The methods RB Leipzig have utilized to twist these rules have therefore done little to endear the club to already critical German fans. Some accuse the club of making a mockery of those measures, and this is most evident in the way RB Leipzig has circumnavigated what is known as the 50+1 rule. All German football clubs are legally classified as social institutions, and the 50+1 rule, therefore, stipulates that the majority of voting rights must be held by the club’s fans.

In 2017, Bayern Munich had 290,000 such members who were able to vote for a new club president. RB Leipzig on the other hand had just 17 voting members, and all these members were people already employed by the club.

Further evidence of RB Leipzig’s legal chicanery, poking and prodding the boundaries of the DFB’s rules, is apparent with the team’s name. Licensing laws prevent a team from incorporating a brand name within its own name (Bayer Leverkusen being one of a few exceptions).

It is at this point that you, the reader, are dealt the revelation that the “RB” in RB Leipzig does not in fact stand for Red Bull.

It is actually an abbreviation of “Rasen Ballsport” (or in English “lawn ball sport”) and one that coincidently aligns with the initials of the energy drink company that owns the team. Such flagrant flouting of DFB rules such as these and the resulting reaction from fans have led the national media to dub the club “the most hated team in Germany,” as mentioned. This hatred is sometimes expressed in the way of violence towards fans. During an away match against Dynamo Dresden in August 2016, home fans unfolded a banner that said, “you can’t buy tradition.” Then, just in case their sentiments had not been made clear, a decapitated bull’s head was launched onto the pitch.

They aren’t all bad…

Any piece scrutinizing the less “authentic” aspects of the RB Leipzig experience should be fair and also acknowledge the undeniable positives that the team brings to German football. For instance, the lack of history and tradition spanning a century also means that the club is free of some of the negatives that such a heritage might bring. Heritage such as, let’s say, parts of an over-enthusiastic fanbase attacking opposing fans or throwing dismembered cattle onto the pitch during a game.

Home games certainly lack the same atmosphere found in other German stadia, with their ostentatious pyrotechnic displays and enormous, unfurled banners. However, the plus side is that they also lack the often accompanying drunken rowdiness and violence that mar other games. This makes games at the Red Bull Arena a more wholesome affair and one that can be enjoyed by the family without fear of getting caught up in trouble.

RB Leipzig also play indisputably good football. Their style is quick, young and aggressive, exhibiting all the attributes one would expect from one of the youngest teams in Germany.

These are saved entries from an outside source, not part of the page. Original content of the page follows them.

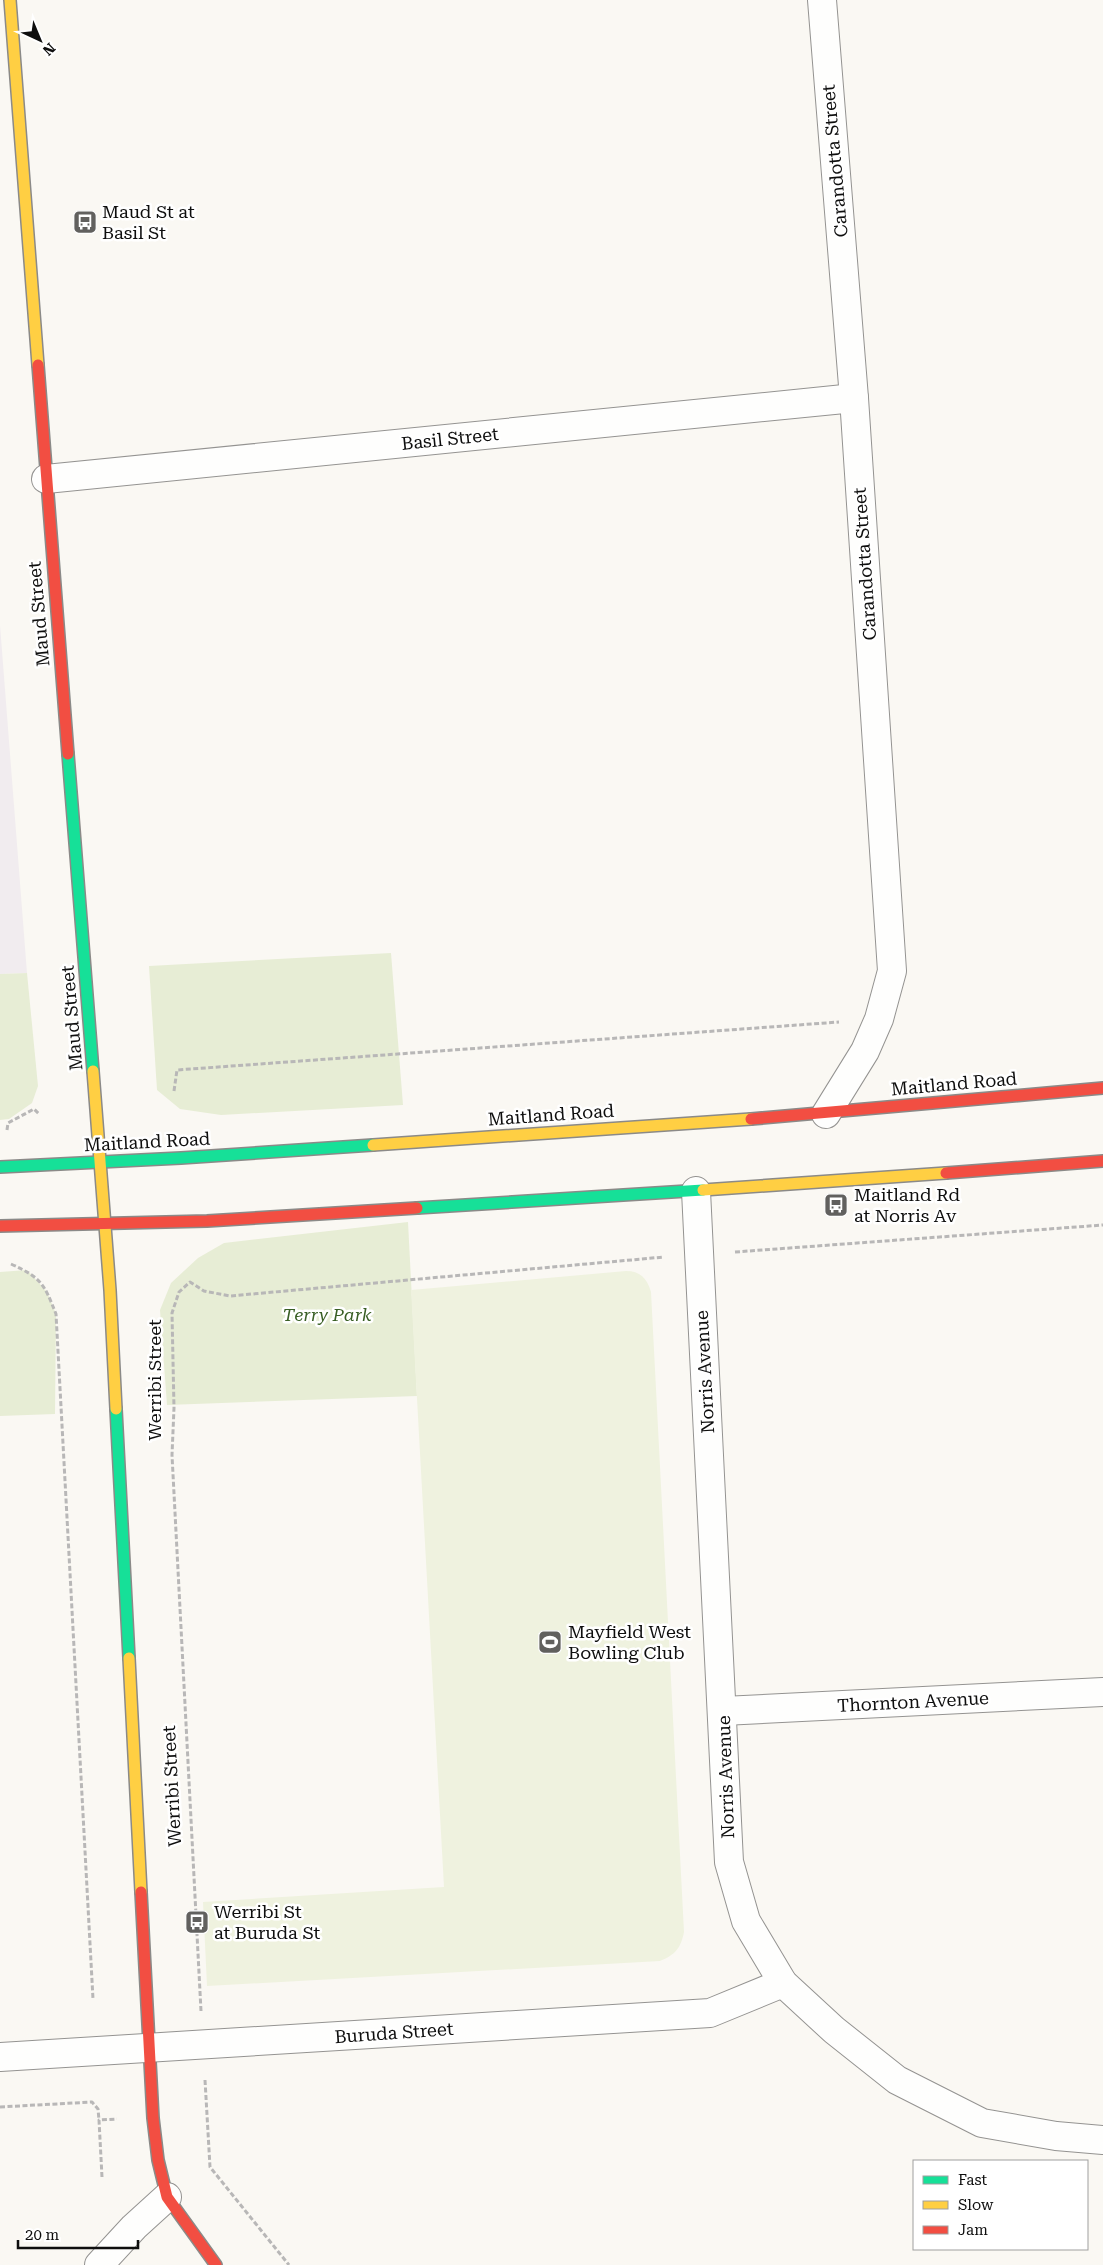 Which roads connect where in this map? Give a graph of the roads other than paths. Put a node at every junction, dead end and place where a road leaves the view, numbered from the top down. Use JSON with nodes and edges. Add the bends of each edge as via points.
{"nodes":[{"id":1,"x":10,"y":0,"type":"edge"},
{"id":2,"x":822,"y":0,"type":"edge"},
{"id":3,"x":854,"y":398,"type":"junction"},
{"id":4,"x":46,"y":479,"type":"junction"},
{"id":5,"x":1103,"y":1088,"type":"edge"},
{"id":6,"x":826,"y":1114,"type":"junction"},
{"id":7,"x":1103,"y":1161,"type":"edge"},
{"id":8,"x":101,"y":1162,"type":"junction"},
{"id":9,"x":0,"y":1167,"type":"edge"},
{"id":10,"x":696,"y":1192,"type":"junction"},
{"id":11,"x":104,"y":1225,"type":"junction"},
{"id":12,"x":0,"y":1226,"type":"edge"},
{"id":13,"x":1103,"y":1692,"type":"edge"},
{"id":14,"x":723,"y":1711,"type":"junction"},
{"id":15,"x":783,"y":1983,"type":"junction"},
{"id":16,"x":149,"y":2049,"type":"junction"},
{"id":17,"x":0,"y":2057,"type":"edge"},
{"id":18,"x":1103,"y":2140,"type":"edge"},
{"id":19,"x":167,"y":2197,"type":"junction"},
{"id":20,"x":99,"y":2265,"type":"edge"},
{"id":21,"x":216,"y":2265,"type":"edge"}],
"edges":[{"from":1,"to":4,"type":"main road","name":"Maud Street"},
{"from":2,"to":3,"type":"street","name":"Carandotta Street"},
{"from":3,"to":4,"type":"street","name":"Basil Street"},
{"from":3,"to":6,"type":"street","name":"Carandotta Street","via":[[892,971],[880,1019]]},
{"from":4,"to":8,"type":"main road","name":"Maud Street"},
{"from":5,"to":6,"type":"main road","name":"Maitland Road"},
{"from":6,"to":8,"type":"main road","name":"Maitland Road"},
{"from":7,"to":10,"type":"main road"},
{"from":8,"to":9,"type":"main road","name":"Maitland Road"},
{"from":8,"to":11,"type":"main road","name":"Maud Street"},
{"from":10,"to":11,"type":"main road"},
{"from":10,"to":14,"type":"street","name":"Norris Avenue"},
{"from":11,"to":12,"type":"main road"},
{"from":11,"to":16,"type":"main road","name":"Werribi Street"},
{"from":13,"to":14,"type":"street","name":"Thornton Avenue"},
{"from":14,"to":15,"type":"street","name":"Norris Avenue","via":[[729,1862],[746,1921]]},
{"from":15,"to":16,"type":"street","name":"Buruda Street","via":[[710,2013]]},
{"from":15,"to":18,"type":"street","name":"Norris Avenue","via":[[834,2030],[897,2080],[982,2123],[1056,2136]]},
{"from":16,"to":17,"type":"street","name":"Buruda Street"},
{"from":16,"to":19,"type":"main road","name":"Werribi Street","via":[[158,2160]]},
{"from":19,"to":20,"type":"street","via":[[134,2226]]},
{"from":19,"to":21,"type":"main road"}]}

That caliber of football on display isn’t just a benefit for fans of the Roten Bullen, but for all fans of the Bundesliga. While German fans are fearful at the thought of wealthy corporate benefactors running riot over the Bundesliga in the same way that they have in the English Premier League, it has at least had a positive impact on the competitiveness at the highest end of English football.

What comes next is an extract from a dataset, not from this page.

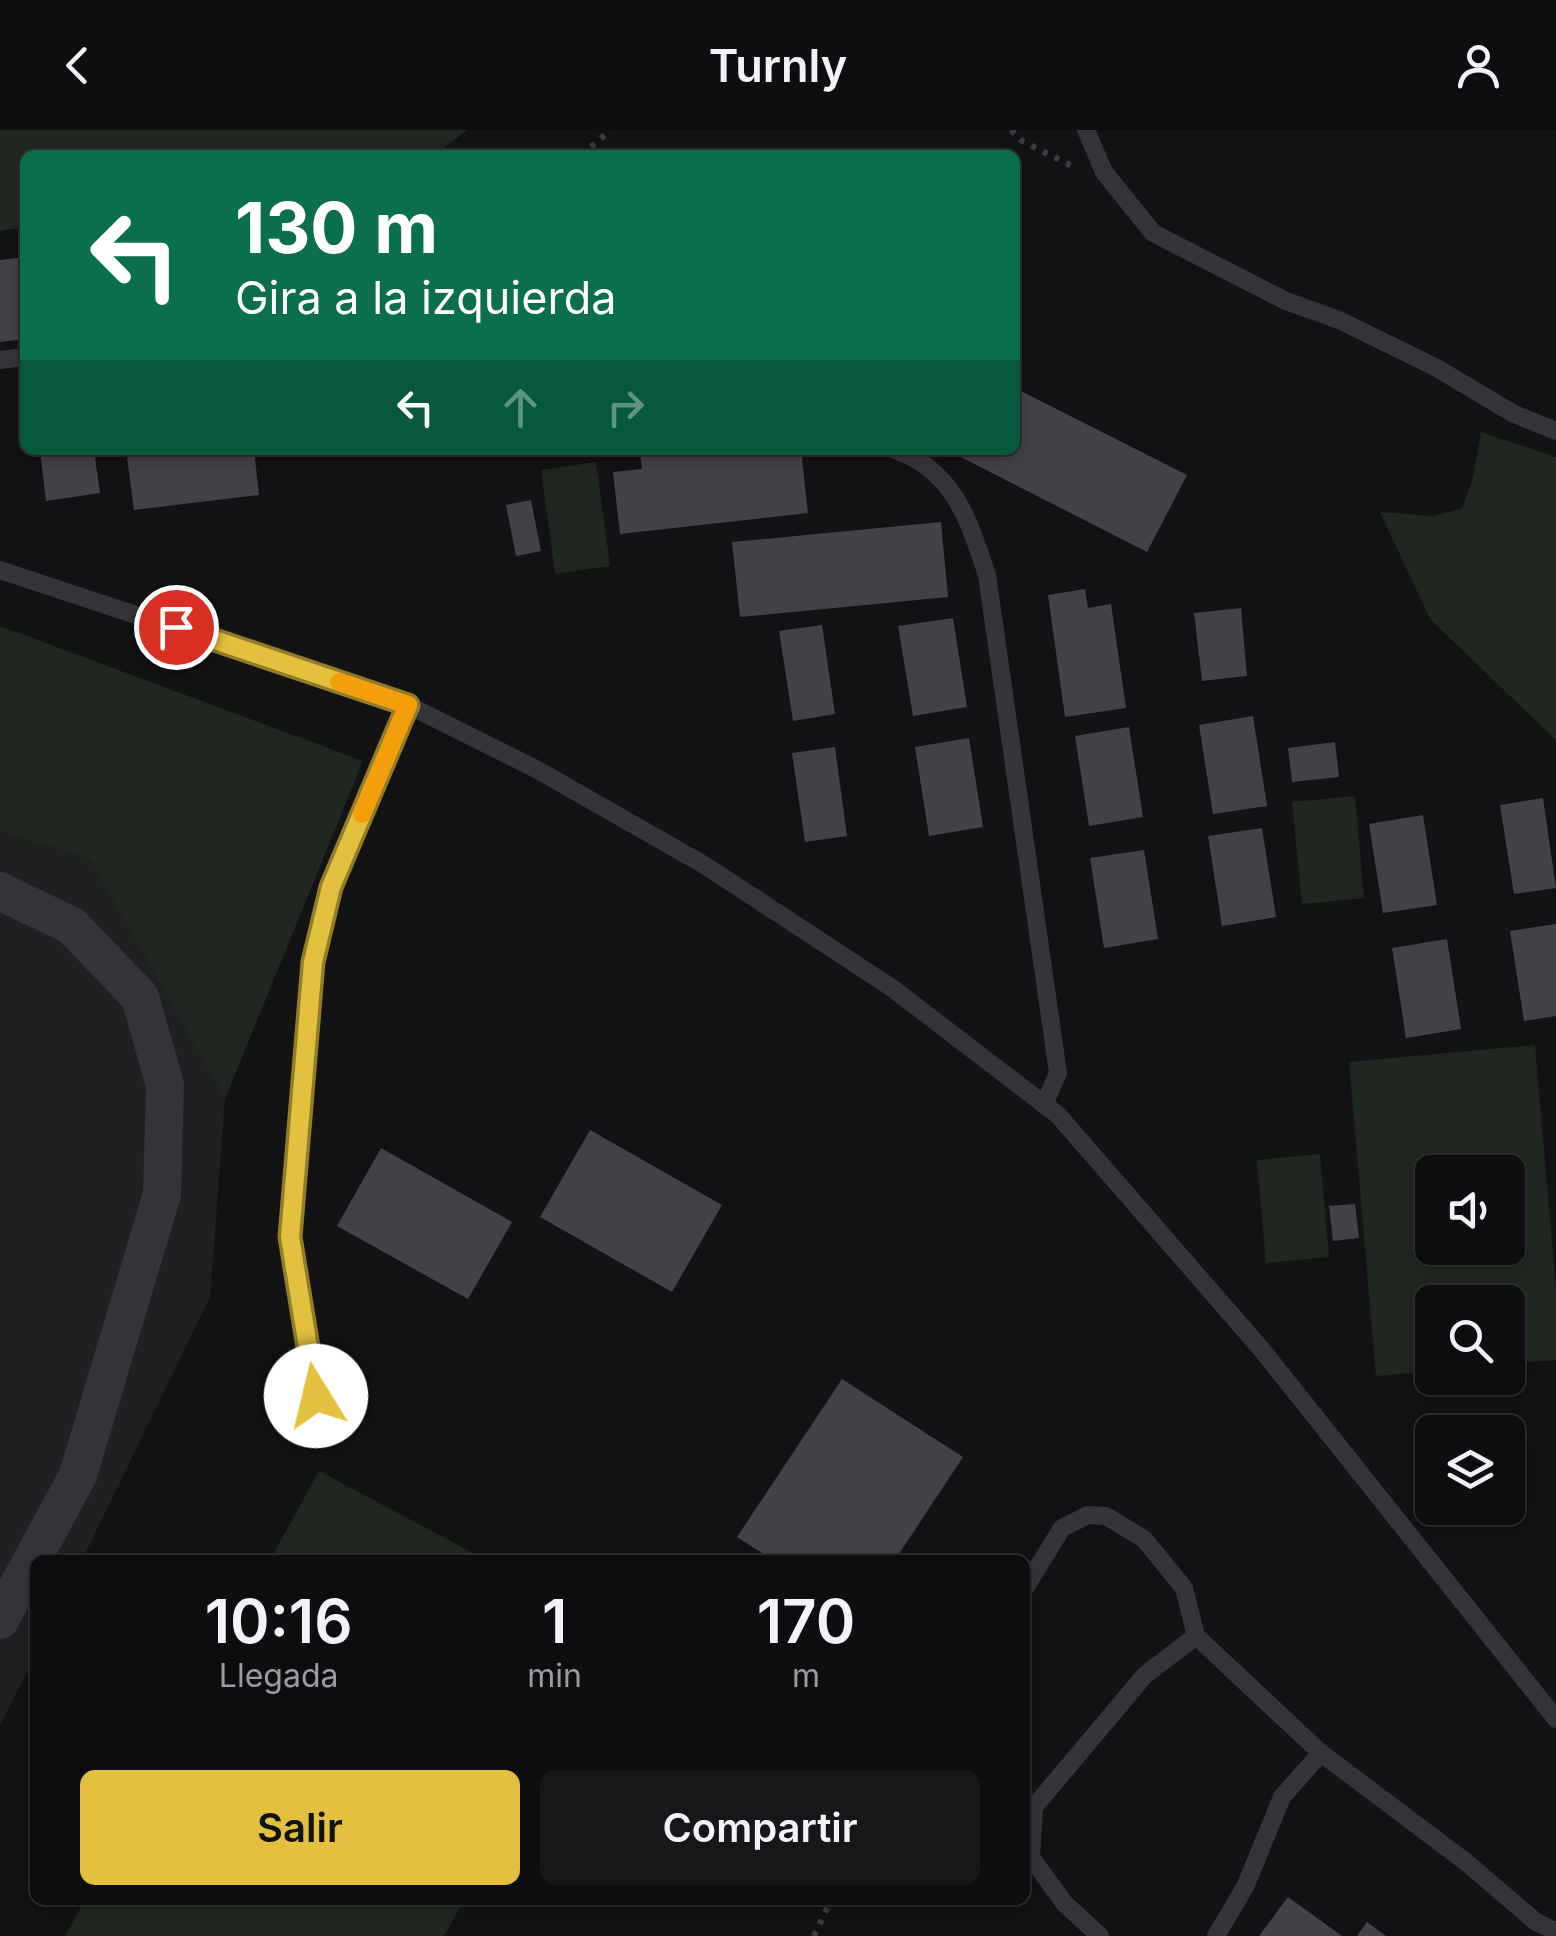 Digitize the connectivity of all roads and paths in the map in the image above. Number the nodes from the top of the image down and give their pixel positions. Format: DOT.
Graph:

It can be argued that this investment prevented just one or two teams from dominating the league year in, year out, with their future dominance assured by the financial windfall they reap by their successive victories. For example, there have been five different EPL champions over the last decade. By comparison, there have just been two in the Bundesliga, with one of these (Bayern Munich) winning the league in eight of those years. If a team is able to make things more exciting by making the Bundesliga more competitive, is that such a bad thing?

Even so, regardless of the positives the RB Leipzig can offer, the very nature of the team, its corporate identity, and lack of history will ensure that it is a long time before the “RB Leipzig fairy-tale” is accepted by German fans.